**Task data:**
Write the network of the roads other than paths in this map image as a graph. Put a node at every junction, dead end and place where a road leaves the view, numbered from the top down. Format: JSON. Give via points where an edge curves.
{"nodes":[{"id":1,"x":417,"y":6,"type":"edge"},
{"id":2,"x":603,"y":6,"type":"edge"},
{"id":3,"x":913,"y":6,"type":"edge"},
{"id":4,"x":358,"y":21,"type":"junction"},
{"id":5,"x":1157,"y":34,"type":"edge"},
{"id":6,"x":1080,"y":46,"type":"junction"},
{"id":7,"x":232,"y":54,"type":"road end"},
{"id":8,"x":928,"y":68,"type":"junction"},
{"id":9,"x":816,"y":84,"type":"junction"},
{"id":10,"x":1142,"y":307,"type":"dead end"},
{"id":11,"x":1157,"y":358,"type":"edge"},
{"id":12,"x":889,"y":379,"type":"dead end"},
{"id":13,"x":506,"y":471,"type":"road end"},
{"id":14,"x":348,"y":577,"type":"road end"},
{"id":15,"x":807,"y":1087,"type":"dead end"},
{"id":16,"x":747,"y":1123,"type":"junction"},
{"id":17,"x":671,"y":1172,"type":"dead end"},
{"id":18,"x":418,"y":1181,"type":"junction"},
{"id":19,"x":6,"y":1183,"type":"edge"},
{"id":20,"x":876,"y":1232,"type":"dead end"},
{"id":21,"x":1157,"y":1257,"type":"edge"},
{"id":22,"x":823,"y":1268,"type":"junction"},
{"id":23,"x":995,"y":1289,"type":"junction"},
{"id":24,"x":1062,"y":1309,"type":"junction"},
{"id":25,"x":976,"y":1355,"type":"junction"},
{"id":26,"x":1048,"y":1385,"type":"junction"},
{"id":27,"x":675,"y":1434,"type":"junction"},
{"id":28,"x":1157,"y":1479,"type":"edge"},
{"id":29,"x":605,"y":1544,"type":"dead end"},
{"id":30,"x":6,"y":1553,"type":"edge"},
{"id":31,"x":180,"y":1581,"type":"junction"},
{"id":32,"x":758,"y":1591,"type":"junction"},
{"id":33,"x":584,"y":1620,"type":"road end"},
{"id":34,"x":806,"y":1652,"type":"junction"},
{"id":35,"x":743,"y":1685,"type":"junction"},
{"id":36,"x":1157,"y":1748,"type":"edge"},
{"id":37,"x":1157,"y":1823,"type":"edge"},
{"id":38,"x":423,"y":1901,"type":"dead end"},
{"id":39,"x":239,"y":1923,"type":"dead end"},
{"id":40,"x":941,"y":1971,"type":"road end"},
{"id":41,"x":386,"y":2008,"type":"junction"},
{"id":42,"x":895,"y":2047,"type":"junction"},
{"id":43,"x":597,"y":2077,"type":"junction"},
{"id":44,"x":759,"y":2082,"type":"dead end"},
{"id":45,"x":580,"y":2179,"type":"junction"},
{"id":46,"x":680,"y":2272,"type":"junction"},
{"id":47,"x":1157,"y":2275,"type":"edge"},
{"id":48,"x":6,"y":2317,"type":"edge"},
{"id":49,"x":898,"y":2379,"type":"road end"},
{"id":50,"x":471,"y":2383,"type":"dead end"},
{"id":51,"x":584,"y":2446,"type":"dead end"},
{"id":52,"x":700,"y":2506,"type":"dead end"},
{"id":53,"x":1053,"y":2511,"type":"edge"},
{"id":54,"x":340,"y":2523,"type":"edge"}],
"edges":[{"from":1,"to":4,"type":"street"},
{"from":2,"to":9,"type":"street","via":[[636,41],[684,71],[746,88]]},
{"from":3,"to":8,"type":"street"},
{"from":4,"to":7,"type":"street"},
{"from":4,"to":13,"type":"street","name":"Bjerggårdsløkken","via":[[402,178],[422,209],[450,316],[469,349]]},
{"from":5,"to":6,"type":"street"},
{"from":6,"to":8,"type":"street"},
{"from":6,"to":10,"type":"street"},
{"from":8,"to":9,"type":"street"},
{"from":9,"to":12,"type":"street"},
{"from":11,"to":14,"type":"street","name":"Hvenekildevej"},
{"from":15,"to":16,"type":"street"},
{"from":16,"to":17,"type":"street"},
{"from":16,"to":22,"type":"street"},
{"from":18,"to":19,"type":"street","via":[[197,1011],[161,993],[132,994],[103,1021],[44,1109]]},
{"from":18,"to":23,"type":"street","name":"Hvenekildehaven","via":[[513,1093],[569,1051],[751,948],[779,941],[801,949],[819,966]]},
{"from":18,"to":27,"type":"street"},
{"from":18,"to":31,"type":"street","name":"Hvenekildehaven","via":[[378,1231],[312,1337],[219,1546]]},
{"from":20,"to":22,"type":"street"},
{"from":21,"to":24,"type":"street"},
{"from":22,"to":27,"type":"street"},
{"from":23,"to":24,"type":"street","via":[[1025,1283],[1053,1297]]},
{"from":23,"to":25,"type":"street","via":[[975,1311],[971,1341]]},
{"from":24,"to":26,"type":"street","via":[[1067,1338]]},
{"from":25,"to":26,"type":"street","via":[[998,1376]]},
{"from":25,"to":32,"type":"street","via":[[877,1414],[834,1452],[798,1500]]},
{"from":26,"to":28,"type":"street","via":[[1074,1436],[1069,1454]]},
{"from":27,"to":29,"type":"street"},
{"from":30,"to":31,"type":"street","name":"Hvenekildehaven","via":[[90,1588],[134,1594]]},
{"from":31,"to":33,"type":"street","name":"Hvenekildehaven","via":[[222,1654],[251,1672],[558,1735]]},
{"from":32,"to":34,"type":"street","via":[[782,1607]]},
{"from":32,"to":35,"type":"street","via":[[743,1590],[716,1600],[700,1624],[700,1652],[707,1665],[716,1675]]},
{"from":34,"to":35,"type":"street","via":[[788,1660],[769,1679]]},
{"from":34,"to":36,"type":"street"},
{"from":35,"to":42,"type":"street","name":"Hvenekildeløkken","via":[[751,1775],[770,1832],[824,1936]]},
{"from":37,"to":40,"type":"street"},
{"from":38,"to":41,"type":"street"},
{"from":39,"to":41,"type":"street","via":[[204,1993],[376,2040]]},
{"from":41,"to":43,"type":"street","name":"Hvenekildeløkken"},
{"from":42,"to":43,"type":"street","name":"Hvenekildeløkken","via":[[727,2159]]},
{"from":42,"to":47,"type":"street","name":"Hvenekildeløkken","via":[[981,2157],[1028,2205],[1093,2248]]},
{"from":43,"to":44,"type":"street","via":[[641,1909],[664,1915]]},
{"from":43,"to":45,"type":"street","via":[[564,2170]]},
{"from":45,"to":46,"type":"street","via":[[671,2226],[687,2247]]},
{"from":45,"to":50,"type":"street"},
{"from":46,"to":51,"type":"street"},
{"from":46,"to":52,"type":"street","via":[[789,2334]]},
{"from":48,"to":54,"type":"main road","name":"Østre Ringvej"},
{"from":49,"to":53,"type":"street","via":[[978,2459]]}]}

**The problem:** Show the lines above that have the word "name".

**Response area:**
{"from":4,"to":13,"type":"street","name":"Bjerggårdsløkken","via":[[402,178],[422,209],[450,316],[469,349]]},
{"from":11,"to":14,"type":"street","name":"Hvenekildevej"},
{"from":18,"to":23,"type":"street","name":"Hvenekildehaven","via":[[513,1093],[569,1051],[751,948],[779,941],[801,949],[819,966]]},
{"from":18,"to":31,"type":"street","name":"Hvenekildehaven","via":[[378,1231],[312,1337],[219,1546]]},
{"from":30,"to":31,"type":"street","name":"Hvenekildehaven","via":[[90,1588],[134,1594]]},
{"from":31,"to":33,"type":"street","name":"Hvenekildehaven","via":[[222,1654],[251,1672],[558,1735]]},
{"from":35,"to":42,"type":"street","name":"Hvenekildeløkken","via":[[751,1775],[770,1832],[824,1936]]},
{"from":41,"to":43,"type":"street","name":"Hvenekildeløkken"},
{"from":42,"to":43,"type":"street","name":"Hvenekildeløkken","via":[[727,2159]]},
{"from":42,"to":47,"type":"street","name":"Hvenekildeløkken","via":[[981,2157],[1028,2205],[1093,2248]]},
{"from":48,"to":54,"type":"main road","name":"Østre Ringvej"},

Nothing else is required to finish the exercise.